Presentation on theme: "Evaluation State-of the-art and future actions Bente Maegaard CST, University of Copenhagen"— Presentation transcript:
Evaluation State-of the-art and future actions Bente Maegaard CST, University of Copenhagen
Bente Maegaard, LREC Evaluation at LREC More than 150 papers were submitted to the Evaluation track, both Written and Spoken This is a significant rise compared to previous years Evaluation as a field is attracting increasing interest. Many papers discuss evaluation methodology, the field is still under development, and the answers to some of the methodological questions are still not known. An example: MT Automatic evaluation Evaluation in Context (task-based, function-based)
Bente Maegaard, LREC Evaluation Written Parsing evaluation 6 Semantics, sense 6 Evaluation methodologies 7 Time annotation 9 MT13 Annotation, alignment, morph.15 Lexica, tools21 QA, IR, IE, summarisation, authoring25 Total 102 Note: These figures may contain papers that were originally in other tracks.
Bente Maegaard, LREC Discussion MT evaluation MT evaluation since 1965 Van Slype: Adequacy, fluency, fidelity, Human evaluation, expensive, time-consuming, problems with counting of errors, objective?

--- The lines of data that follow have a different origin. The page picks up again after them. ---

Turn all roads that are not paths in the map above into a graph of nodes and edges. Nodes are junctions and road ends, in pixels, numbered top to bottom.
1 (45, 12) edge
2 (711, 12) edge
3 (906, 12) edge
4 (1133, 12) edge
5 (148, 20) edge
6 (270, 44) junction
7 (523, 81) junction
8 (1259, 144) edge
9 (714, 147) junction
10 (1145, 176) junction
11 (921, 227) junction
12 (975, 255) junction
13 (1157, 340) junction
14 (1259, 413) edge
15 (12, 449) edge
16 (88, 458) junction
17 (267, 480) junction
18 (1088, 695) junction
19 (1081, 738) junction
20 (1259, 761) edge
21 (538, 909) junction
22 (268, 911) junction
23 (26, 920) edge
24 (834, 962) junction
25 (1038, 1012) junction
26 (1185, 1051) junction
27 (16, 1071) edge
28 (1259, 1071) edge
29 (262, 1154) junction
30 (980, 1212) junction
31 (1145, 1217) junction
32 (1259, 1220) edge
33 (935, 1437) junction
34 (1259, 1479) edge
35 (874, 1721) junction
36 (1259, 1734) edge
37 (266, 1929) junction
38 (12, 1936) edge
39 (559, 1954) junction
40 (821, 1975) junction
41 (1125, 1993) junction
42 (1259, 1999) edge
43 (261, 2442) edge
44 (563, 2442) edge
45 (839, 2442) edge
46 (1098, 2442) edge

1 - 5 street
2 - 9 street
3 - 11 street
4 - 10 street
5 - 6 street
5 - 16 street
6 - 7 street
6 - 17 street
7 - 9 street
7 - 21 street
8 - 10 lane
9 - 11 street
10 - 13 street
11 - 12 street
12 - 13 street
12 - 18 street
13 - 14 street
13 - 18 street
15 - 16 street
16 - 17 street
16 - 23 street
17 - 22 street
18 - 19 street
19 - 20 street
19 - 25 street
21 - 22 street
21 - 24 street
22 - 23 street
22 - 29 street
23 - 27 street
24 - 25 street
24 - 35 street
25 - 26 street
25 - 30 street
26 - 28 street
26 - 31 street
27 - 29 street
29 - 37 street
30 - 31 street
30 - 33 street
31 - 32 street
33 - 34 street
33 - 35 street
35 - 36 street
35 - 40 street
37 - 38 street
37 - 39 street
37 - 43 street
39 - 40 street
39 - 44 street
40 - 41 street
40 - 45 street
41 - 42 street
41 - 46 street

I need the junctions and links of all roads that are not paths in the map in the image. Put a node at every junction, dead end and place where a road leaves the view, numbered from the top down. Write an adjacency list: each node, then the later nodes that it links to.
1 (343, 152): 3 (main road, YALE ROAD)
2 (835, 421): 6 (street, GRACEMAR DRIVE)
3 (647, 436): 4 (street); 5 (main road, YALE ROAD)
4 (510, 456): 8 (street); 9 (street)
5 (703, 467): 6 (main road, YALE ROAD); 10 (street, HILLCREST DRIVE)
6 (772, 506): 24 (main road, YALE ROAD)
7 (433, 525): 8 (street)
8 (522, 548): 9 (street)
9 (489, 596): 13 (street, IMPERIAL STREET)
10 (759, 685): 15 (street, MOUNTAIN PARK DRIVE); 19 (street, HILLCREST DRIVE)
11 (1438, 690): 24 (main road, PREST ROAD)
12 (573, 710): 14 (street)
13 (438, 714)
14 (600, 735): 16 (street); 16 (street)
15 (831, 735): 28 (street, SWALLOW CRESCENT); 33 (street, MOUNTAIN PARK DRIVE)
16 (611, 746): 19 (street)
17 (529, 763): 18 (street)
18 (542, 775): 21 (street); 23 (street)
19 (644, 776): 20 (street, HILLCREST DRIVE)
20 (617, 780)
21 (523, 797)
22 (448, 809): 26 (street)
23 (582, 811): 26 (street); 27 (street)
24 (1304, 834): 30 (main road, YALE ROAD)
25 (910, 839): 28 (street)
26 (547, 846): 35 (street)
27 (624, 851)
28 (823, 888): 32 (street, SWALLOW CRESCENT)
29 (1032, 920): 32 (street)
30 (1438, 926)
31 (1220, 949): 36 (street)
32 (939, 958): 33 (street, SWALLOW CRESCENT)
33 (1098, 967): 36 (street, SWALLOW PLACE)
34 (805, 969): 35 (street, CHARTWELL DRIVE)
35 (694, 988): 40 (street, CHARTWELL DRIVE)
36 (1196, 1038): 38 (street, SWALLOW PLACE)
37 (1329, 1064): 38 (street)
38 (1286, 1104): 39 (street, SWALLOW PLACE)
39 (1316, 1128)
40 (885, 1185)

Formalising human evaluation, adding e.g. grammaticality Another measure: Cost of post-editing, objective Automatic evaluation: Papineni et al. 2001: BLEU, with various modifications. Expensive to establish the reference translations, after that cheap and fast. However, research shows that this automatic method does not correlate well with human evaluation, also does not correlate with the cost of post-editing etc. Automatic statistical evaluation can probably be used for evaluation of MT for gisting, but it cannot be used for MT for publishing
Bente Maegaard, LREC Digression: Metrics that do not work Why is it so difficult to evaluate MT? Because there is more than one correct answer. And because answers may be more or less correct. Measures like WER are not relevant for MT. Methods relying on a specific number of words in the translation are not OK (if the translation does not have the same number of words as the reference)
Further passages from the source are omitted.